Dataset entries
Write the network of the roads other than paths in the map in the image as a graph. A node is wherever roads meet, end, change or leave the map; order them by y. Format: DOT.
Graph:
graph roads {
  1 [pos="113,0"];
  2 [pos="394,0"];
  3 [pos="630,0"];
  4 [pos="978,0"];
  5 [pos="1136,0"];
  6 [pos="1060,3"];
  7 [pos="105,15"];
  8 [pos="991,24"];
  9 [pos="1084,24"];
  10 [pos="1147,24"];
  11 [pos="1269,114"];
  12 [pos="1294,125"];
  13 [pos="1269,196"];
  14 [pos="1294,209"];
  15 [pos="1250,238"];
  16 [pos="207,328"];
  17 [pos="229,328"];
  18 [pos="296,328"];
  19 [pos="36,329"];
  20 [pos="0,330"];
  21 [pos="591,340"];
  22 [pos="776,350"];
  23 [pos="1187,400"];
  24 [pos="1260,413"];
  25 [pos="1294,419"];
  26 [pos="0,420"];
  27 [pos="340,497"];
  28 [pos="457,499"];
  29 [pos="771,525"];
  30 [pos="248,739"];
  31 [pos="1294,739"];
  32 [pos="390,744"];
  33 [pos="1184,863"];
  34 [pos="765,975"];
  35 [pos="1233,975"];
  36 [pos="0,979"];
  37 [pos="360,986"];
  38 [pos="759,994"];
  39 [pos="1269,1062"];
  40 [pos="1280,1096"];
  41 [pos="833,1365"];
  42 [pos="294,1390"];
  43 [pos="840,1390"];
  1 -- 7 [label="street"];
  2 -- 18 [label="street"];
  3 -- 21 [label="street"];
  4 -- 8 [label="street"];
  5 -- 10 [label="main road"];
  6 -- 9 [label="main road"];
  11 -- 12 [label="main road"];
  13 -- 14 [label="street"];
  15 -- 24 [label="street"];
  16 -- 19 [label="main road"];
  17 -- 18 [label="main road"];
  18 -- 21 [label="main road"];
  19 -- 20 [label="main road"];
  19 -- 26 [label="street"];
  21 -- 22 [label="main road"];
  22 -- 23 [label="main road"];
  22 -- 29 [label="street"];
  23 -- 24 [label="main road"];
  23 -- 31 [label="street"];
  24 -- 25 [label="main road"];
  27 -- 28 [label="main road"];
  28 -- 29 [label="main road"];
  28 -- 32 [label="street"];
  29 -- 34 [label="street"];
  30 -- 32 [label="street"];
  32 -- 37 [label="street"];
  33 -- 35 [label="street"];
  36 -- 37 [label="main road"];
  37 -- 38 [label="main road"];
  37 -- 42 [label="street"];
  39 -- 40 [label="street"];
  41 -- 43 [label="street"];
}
---
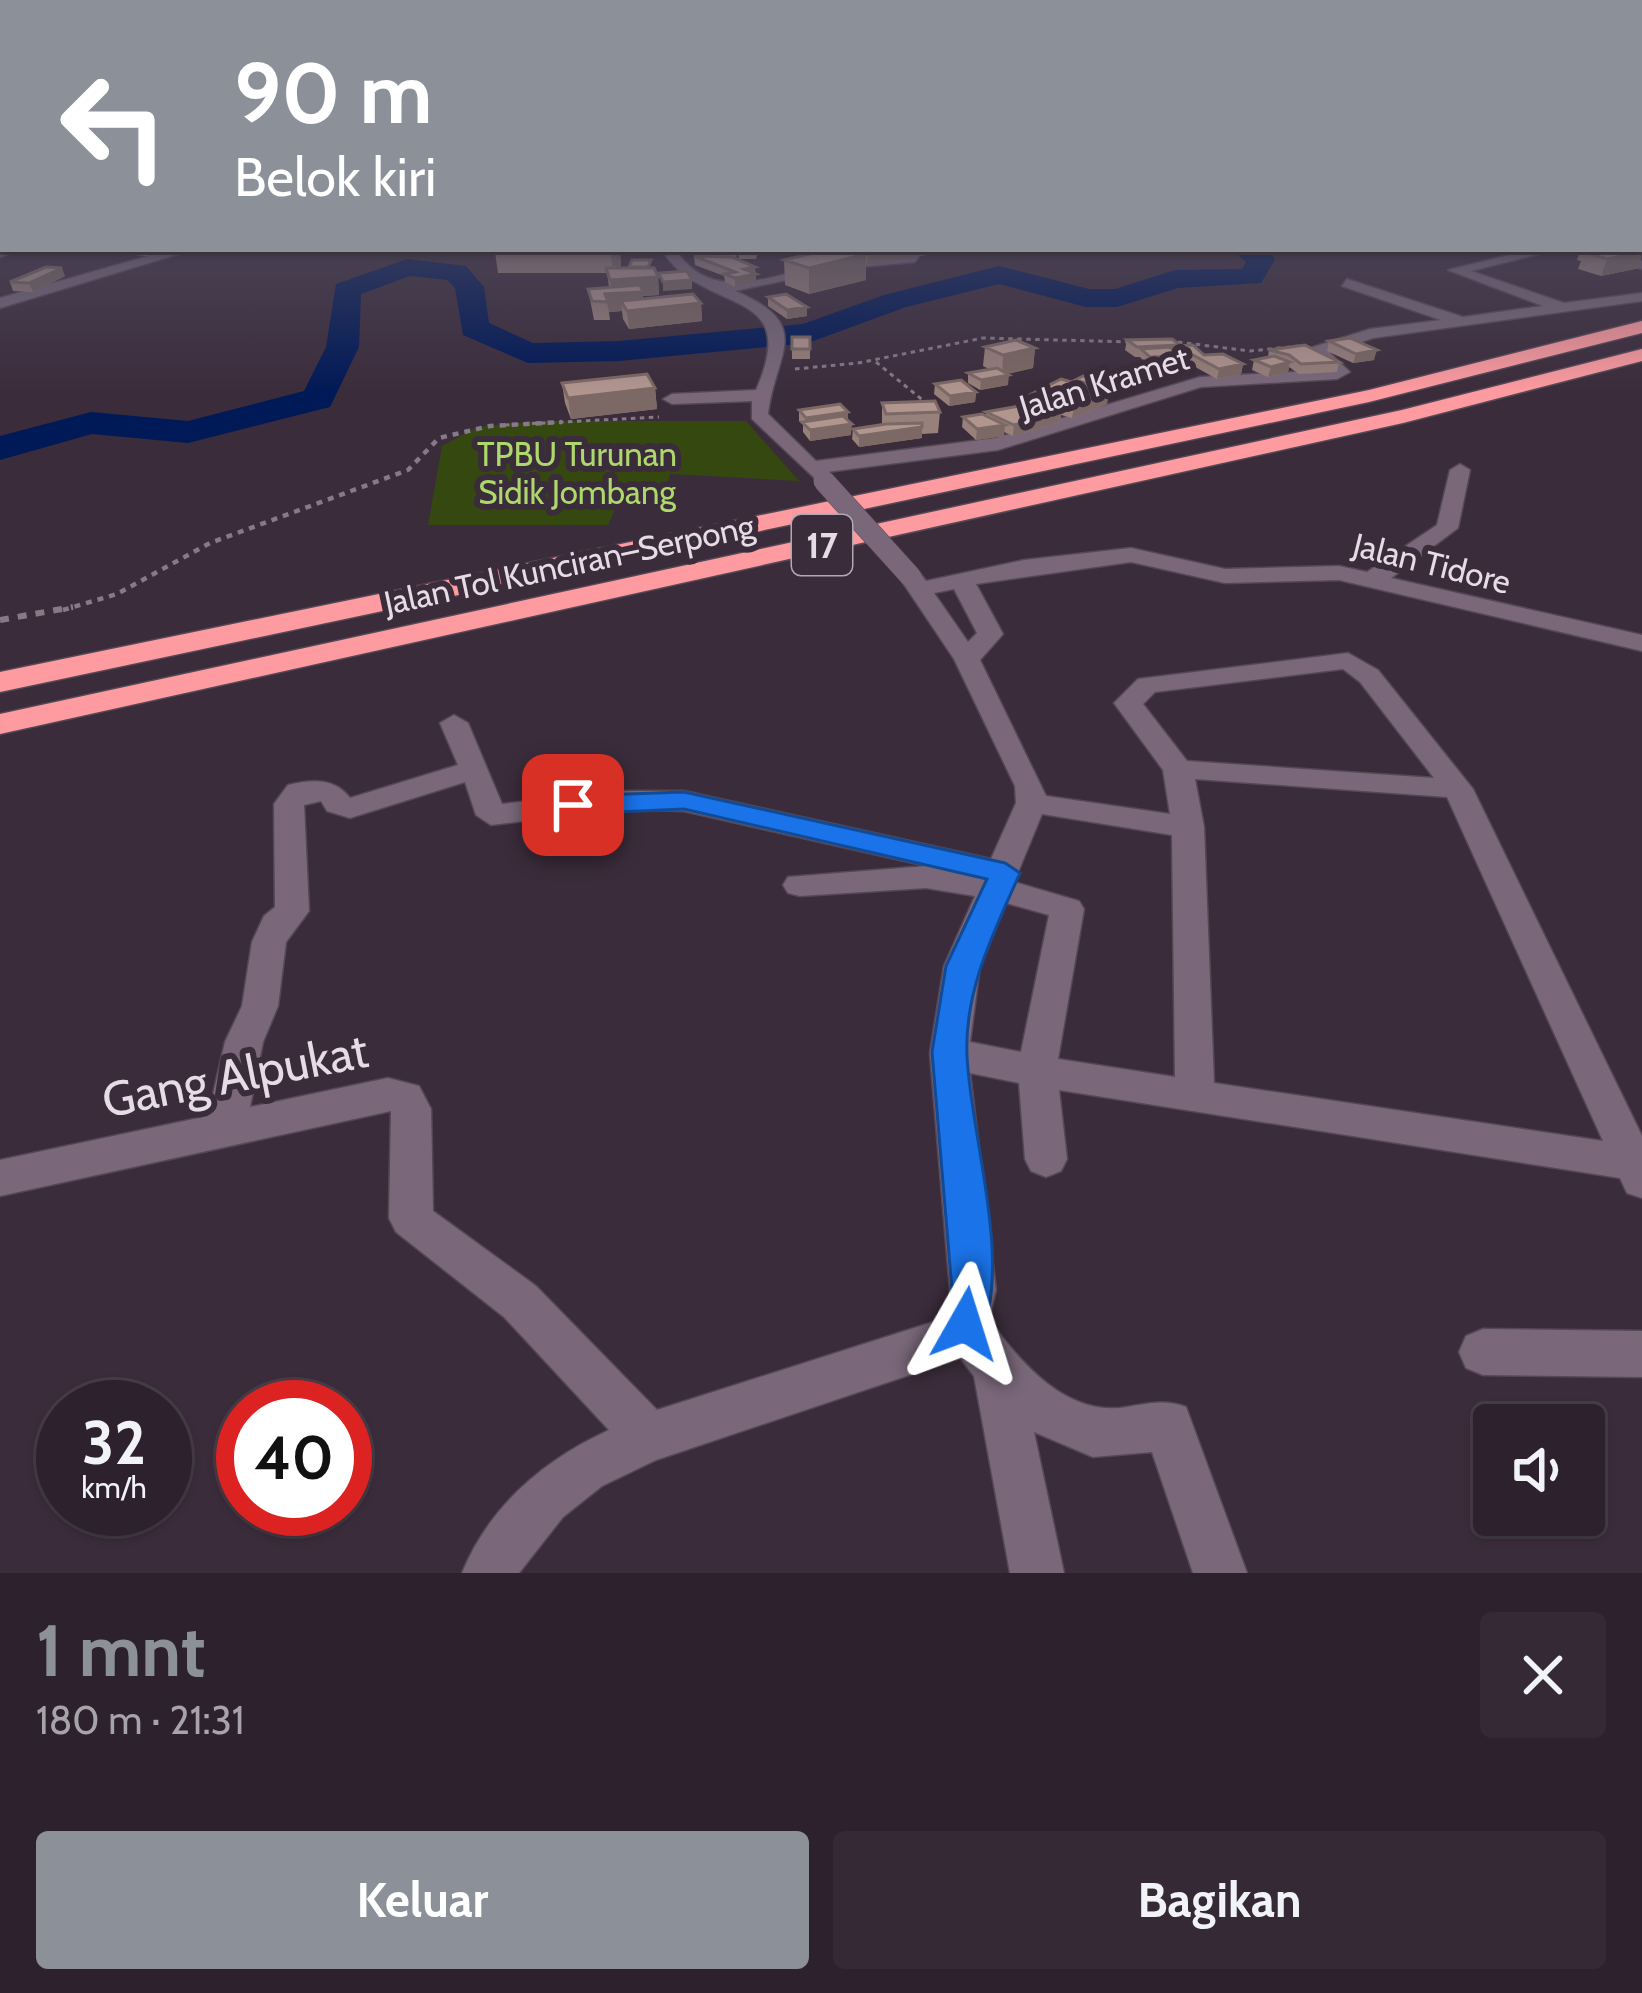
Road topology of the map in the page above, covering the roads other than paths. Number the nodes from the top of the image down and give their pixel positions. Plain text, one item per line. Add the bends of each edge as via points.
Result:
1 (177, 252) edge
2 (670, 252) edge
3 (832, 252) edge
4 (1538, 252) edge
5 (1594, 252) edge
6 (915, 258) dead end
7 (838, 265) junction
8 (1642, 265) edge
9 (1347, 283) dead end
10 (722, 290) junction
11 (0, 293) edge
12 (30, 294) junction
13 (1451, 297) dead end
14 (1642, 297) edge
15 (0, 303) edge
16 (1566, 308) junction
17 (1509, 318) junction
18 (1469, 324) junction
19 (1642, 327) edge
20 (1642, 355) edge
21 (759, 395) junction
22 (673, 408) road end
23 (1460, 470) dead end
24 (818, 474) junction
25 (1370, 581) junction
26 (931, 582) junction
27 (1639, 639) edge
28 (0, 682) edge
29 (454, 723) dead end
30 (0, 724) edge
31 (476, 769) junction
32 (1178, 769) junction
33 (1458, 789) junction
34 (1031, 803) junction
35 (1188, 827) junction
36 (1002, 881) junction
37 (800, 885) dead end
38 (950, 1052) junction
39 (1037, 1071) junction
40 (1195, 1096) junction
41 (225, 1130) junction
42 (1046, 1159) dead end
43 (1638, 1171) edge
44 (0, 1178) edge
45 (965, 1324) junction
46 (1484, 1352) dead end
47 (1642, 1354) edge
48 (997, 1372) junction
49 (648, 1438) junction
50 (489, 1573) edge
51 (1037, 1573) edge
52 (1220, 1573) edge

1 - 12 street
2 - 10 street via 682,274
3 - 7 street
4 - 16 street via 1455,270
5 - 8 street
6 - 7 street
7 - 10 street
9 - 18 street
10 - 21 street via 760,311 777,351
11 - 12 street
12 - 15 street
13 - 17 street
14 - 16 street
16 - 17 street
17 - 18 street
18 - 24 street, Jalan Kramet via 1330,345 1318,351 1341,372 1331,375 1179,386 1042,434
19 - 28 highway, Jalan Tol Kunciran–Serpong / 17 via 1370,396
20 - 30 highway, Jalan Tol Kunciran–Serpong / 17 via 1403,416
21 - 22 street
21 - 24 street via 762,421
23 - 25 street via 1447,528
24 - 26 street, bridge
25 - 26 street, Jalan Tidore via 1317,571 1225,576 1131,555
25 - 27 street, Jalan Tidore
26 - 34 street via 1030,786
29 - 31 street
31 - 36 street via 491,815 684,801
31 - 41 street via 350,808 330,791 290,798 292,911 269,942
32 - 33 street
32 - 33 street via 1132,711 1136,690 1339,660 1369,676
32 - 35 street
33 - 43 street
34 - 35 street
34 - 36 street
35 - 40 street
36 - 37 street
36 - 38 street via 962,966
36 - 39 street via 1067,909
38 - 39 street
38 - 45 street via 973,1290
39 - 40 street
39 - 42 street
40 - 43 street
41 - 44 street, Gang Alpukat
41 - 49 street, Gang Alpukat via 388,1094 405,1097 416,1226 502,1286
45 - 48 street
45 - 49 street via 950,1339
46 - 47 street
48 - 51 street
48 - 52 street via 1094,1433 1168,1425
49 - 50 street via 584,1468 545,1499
--
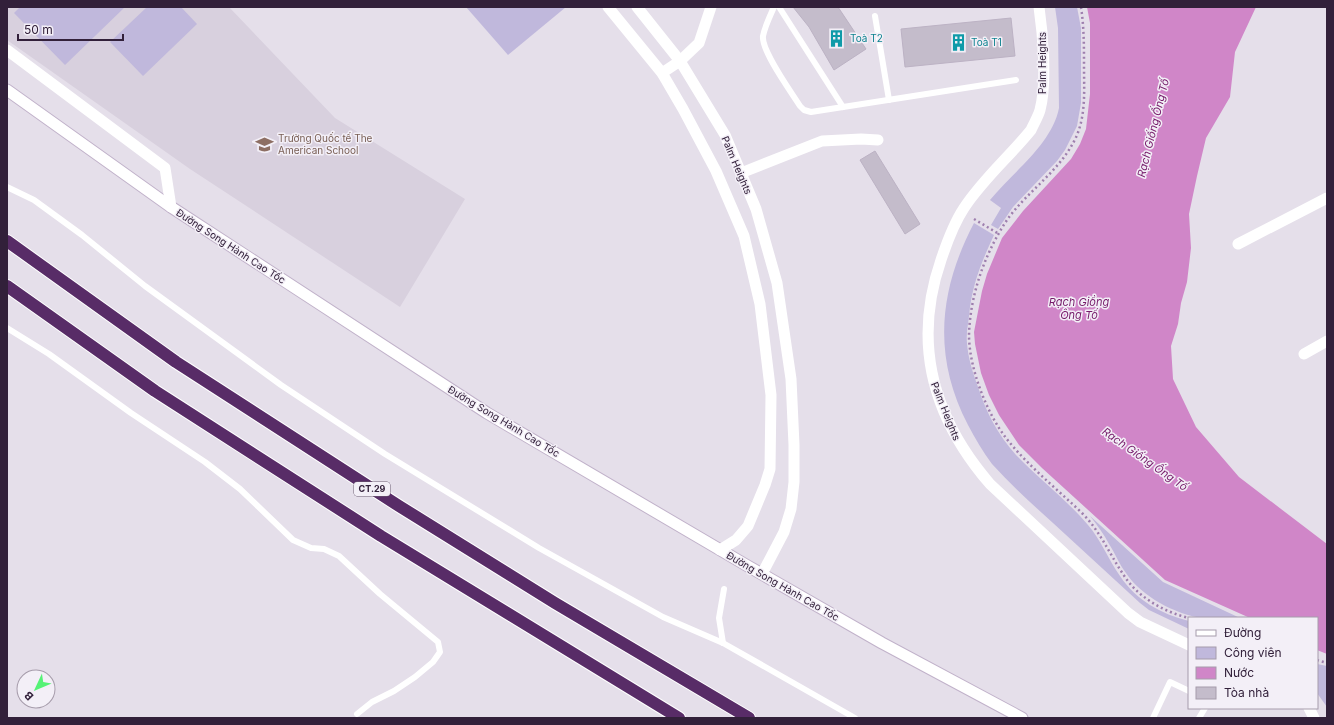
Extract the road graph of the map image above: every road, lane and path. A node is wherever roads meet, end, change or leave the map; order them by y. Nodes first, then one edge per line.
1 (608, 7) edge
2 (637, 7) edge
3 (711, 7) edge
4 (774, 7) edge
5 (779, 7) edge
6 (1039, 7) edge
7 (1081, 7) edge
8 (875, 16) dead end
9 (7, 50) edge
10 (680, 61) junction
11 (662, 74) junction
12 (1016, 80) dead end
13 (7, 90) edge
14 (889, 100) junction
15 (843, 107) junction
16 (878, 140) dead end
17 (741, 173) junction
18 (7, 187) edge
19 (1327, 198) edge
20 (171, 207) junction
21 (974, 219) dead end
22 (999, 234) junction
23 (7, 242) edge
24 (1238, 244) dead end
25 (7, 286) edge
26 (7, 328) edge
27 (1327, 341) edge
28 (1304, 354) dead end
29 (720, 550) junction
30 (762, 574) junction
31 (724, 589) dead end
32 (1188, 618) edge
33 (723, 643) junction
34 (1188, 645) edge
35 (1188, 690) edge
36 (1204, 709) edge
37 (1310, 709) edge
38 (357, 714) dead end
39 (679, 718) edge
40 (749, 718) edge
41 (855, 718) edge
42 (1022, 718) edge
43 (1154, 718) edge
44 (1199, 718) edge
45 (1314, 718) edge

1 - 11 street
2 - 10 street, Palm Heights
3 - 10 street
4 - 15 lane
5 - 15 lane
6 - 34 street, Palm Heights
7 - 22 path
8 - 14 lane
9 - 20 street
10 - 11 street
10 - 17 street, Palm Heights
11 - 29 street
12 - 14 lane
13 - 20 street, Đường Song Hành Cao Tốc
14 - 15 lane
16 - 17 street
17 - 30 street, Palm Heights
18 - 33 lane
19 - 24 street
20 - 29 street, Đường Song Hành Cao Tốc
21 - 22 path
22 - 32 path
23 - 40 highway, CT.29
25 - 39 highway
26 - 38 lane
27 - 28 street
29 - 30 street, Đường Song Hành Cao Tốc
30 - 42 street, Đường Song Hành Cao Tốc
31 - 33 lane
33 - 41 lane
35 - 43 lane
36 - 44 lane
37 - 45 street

• Exercise goal: Find the word "Gang" in the entries, then copy out every line that has it.

• Exercise output:
41 - 44 street, Gang Alpukat
41 - 49 street, Gang Alpukat via 388,1094 405,1097 416,1226 502,1286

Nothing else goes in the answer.